Examine each line of the data, and copy the ones containing "Blackmoor".

AVAILABLE DATA START

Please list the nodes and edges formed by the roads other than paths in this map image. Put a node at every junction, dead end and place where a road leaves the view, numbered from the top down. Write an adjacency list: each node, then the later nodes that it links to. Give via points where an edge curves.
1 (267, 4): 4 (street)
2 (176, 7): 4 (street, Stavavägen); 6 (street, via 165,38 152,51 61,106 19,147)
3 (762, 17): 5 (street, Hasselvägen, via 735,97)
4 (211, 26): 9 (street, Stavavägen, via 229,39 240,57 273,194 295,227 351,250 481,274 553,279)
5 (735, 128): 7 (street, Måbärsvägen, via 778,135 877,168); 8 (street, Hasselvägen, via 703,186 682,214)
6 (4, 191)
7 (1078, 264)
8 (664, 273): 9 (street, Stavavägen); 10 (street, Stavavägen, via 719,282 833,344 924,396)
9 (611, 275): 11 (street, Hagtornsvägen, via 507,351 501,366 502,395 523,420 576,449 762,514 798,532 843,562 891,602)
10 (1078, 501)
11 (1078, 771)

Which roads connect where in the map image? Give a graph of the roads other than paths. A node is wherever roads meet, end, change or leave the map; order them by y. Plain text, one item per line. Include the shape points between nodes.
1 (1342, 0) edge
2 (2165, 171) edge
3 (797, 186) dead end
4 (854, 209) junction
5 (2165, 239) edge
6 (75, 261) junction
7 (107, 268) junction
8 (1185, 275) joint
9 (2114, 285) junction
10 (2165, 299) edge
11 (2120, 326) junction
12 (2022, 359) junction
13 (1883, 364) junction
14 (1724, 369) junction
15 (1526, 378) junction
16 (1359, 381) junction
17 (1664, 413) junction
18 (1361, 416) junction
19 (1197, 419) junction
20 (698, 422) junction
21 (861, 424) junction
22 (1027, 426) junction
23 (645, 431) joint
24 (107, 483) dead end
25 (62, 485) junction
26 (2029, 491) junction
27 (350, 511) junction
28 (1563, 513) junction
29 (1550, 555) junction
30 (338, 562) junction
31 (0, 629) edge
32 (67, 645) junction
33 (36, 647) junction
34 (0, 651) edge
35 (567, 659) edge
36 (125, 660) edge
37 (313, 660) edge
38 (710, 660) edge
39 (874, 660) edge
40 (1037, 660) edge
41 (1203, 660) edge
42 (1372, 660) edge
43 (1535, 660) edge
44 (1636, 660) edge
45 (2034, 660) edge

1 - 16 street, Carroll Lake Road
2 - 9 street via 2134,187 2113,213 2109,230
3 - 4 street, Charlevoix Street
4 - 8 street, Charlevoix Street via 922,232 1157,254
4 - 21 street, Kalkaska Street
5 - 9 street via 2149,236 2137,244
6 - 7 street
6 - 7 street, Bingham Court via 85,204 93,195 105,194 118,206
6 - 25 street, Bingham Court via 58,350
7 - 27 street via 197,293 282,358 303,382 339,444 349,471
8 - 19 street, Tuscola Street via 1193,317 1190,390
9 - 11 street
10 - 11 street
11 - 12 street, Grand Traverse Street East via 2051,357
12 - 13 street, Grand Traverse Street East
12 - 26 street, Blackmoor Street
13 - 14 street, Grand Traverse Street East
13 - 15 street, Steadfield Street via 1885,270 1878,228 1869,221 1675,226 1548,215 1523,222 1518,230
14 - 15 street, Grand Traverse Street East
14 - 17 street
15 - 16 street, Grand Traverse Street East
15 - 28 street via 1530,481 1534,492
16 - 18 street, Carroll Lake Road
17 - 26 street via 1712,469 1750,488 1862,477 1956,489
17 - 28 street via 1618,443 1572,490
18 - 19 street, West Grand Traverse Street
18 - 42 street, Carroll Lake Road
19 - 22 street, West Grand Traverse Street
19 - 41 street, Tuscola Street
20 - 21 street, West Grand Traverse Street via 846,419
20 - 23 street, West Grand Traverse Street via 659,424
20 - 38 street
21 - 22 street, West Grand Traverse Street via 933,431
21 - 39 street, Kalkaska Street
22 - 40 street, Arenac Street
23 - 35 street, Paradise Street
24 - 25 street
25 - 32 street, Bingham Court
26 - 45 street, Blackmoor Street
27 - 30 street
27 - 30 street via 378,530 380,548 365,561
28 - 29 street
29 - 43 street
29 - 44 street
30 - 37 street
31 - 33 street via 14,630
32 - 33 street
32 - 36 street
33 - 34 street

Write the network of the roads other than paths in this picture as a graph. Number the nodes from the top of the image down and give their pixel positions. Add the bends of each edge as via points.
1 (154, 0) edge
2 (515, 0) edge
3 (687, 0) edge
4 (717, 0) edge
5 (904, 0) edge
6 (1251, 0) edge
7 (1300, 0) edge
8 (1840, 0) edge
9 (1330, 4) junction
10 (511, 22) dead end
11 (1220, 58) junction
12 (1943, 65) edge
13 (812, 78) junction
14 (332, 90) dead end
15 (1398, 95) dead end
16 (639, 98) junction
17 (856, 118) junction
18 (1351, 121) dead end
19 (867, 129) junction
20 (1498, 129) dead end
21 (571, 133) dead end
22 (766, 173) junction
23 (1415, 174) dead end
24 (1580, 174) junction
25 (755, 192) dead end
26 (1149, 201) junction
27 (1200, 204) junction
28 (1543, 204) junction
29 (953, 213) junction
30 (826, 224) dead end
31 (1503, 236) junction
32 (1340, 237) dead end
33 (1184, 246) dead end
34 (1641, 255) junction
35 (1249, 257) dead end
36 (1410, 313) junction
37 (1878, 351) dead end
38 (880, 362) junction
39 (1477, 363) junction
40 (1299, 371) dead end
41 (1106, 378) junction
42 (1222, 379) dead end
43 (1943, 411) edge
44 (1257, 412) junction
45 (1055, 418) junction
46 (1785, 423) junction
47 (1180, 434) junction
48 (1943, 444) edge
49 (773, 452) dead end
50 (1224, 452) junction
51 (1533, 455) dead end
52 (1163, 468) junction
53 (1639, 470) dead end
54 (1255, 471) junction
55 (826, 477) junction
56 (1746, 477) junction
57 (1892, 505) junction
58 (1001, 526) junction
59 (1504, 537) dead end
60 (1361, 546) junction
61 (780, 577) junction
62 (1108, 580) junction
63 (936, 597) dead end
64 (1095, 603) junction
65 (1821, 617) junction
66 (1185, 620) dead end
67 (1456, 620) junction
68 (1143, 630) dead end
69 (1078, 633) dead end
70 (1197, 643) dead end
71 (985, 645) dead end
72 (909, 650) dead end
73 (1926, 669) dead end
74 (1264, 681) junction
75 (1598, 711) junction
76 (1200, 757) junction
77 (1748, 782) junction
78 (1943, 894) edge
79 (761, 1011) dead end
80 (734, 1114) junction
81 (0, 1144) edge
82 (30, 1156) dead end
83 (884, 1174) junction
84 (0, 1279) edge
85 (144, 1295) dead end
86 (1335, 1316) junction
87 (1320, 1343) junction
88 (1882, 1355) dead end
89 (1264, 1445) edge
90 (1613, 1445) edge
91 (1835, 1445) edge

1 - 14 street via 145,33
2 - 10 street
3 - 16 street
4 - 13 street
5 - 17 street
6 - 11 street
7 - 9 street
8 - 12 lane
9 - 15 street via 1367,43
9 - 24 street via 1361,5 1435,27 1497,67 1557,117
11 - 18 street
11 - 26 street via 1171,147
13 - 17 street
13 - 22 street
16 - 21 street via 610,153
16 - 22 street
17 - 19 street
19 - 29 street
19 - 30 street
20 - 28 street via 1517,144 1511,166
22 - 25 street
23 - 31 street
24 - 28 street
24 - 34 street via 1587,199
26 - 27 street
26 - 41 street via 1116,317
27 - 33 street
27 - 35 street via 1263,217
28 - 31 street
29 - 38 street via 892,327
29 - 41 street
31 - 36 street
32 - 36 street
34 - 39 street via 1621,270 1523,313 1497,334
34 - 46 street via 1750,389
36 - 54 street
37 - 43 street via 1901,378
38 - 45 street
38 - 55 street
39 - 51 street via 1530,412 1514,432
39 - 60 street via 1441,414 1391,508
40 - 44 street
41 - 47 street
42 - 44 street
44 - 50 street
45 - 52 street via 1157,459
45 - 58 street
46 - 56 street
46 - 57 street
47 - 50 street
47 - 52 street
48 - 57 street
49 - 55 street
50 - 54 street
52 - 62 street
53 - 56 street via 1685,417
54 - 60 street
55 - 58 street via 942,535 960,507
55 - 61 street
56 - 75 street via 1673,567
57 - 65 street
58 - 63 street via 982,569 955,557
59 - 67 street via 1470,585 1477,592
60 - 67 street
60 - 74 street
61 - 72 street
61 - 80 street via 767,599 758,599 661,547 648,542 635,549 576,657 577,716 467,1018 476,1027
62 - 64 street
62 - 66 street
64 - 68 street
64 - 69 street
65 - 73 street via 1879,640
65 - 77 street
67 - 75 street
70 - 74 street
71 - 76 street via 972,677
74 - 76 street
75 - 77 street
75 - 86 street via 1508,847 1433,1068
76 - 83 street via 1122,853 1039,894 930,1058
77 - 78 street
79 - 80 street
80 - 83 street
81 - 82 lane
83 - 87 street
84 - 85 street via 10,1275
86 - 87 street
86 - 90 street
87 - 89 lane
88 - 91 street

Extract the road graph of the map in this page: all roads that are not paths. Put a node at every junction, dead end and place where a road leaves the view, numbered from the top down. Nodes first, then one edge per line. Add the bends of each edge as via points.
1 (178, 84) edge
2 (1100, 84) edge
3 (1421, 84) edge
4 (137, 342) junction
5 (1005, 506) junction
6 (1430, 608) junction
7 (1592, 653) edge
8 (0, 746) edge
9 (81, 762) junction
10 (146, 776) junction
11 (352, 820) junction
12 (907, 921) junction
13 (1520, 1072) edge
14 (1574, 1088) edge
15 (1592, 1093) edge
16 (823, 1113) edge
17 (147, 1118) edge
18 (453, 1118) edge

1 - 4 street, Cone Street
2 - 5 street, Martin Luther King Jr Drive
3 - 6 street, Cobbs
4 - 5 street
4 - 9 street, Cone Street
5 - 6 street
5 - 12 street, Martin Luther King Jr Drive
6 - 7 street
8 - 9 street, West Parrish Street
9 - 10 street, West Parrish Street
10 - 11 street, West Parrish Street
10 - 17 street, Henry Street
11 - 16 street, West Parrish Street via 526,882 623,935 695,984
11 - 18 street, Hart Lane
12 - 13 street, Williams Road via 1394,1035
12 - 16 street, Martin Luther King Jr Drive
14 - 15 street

AVAILABLE DATA END

FINISHED EXERCISE:
12 - 26 street, Blackmoor Street
26 - 45 street, Blackmoor Street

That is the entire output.